On TV (which is visual) the computer system is shown at it’s control screen where one can see the cameras and make adjustments, this control screen may be replicated by a remote hacker (ransomware) today.

The Atlantic story was trying to find economic regions which are most likely to see automation:

(image from Atlantic Article). You can see that the major metropolitan areas seem to be more likely to have concentrations of automation as an estimate this may be accurate.

But what is a glaring omission in this article?


This is the paragraph concluding the article:


The work by Moenius and his colleagues suggests that this divergence will only continue. While a handful of cities with good jobs and highly educated workers will continue to thrive, other areas are going to see more and more jobs disappear as automated technologies become ever better. This may have much wider implications, politically and socially. People in America’s struggling regions feel left behind economically, as the 2016 election indicated.

It is not surprising that Cybersecurity is not on the radar of most people,  and will not be until they experience it for themselves, or at least it is simplified to their level.

As I have discussed in many blogposts until there are concrete reasons like compliance or experiences with Cybersecurity events there is no mention of disaster recovery or other ‘potential’ calamities. IT is supposed to handle this.

I believe the owner/ managing person needs to be aware of a minimal set of standards like making backups and ensuring they work. defending against cyberattacks.

The problem is there are many compliance levels which are not good enough in some cases.  So what is a small business to do? This image is the problem:

With minimal Cybersecurity standards one can defend and ensure the viability of the business. Even when automation creates an even greater reliance on technological advances with computing devices.

Here are a few cybersecurity automation examples from a 3 year old defcon video:


“Hack all the things 20 devices in 45 minutes”

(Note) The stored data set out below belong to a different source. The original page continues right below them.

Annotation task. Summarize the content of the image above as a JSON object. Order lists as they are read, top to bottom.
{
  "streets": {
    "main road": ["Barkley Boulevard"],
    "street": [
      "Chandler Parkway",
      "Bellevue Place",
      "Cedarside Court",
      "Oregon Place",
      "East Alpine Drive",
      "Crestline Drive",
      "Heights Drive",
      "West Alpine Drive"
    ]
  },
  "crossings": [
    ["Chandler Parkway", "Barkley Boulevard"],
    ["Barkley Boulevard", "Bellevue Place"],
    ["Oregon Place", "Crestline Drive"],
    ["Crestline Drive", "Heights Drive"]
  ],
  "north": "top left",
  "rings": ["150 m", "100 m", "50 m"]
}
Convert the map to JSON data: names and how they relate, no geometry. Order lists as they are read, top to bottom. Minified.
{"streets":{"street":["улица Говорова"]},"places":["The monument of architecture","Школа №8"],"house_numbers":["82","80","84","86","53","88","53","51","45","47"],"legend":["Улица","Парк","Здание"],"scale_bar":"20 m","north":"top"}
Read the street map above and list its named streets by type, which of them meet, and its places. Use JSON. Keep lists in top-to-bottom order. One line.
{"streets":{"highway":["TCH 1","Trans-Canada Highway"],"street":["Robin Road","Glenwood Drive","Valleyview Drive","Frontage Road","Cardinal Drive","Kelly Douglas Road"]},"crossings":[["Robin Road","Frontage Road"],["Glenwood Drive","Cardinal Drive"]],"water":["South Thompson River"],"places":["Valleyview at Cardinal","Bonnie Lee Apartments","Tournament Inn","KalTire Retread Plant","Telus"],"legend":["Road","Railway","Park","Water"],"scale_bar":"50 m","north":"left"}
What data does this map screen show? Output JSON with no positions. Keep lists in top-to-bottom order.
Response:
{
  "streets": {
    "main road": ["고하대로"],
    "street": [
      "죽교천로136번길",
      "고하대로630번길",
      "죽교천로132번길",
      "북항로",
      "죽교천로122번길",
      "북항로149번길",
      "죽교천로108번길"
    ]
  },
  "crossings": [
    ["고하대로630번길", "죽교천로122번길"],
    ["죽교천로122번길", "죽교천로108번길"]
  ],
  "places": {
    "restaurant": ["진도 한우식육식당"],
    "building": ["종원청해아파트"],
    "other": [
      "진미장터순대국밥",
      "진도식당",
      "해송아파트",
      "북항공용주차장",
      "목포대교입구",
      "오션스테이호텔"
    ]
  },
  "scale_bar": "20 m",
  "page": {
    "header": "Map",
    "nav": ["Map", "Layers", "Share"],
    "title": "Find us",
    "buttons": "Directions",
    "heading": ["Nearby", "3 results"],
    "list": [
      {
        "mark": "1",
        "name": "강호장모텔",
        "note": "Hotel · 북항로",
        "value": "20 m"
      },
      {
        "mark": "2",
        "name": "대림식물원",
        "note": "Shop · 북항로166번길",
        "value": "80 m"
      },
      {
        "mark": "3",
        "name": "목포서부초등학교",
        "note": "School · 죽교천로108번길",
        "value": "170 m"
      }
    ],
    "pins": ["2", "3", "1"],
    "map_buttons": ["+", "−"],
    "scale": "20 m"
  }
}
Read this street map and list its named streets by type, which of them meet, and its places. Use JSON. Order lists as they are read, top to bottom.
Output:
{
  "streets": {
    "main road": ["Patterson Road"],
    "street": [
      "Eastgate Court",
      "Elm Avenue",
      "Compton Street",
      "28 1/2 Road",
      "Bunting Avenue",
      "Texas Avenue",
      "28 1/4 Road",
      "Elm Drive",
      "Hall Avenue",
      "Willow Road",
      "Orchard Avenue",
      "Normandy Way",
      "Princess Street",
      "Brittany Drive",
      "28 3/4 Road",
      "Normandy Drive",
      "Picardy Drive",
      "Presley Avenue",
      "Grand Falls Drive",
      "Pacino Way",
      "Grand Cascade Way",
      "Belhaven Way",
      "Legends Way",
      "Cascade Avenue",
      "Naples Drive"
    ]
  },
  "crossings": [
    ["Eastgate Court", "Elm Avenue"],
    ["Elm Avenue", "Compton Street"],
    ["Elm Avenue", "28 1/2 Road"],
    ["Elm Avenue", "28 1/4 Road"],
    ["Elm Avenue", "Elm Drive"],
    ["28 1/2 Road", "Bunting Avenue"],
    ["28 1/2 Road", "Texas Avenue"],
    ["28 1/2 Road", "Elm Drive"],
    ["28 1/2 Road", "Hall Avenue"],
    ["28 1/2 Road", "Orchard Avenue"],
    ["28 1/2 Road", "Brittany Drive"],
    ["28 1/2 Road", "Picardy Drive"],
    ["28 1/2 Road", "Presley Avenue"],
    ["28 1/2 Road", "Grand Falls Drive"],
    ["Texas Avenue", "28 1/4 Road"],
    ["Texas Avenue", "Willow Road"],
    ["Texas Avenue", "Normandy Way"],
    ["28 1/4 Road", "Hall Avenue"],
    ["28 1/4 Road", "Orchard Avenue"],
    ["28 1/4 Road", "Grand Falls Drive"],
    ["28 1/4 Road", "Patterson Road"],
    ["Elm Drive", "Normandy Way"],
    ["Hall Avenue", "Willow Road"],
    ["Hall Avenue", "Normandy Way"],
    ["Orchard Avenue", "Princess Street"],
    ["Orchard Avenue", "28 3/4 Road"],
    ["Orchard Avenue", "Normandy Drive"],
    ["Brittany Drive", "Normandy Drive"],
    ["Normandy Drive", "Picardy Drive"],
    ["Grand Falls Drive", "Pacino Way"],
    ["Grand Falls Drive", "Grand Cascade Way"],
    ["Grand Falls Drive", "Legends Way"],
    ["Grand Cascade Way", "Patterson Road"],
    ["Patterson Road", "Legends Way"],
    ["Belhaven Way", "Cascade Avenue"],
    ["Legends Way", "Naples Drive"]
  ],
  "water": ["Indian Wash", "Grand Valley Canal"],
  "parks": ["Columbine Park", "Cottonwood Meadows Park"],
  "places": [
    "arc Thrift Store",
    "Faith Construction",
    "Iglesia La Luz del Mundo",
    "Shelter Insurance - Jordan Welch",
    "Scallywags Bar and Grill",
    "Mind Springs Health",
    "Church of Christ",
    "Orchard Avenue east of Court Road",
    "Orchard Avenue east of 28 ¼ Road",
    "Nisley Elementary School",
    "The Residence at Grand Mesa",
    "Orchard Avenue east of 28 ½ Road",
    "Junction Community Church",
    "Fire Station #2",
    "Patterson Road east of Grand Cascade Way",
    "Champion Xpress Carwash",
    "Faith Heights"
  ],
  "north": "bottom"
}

There were many Android devices from GoogleTV  to standard routers, embedded multi media, file storage devices, smart refrigerators, blu-ray devices, cloud connectivity devices, printers, baby listening devices,  and devices that control on-off states of electrical appliances in a home.

The devices in our homes are not automated yet, because we have not dreamed up enough uses but the video hcked them all using UART mostly as a way into the hardware. The end result was almost always the same – full exploitation, allowing many full admin rights and allowing other code to be run than from what the manufacturer wanted to produce.

As usual, in many cases the root password was simple and in plain text on the system.  It is obvious to me that Cybersecurity is not important at this time.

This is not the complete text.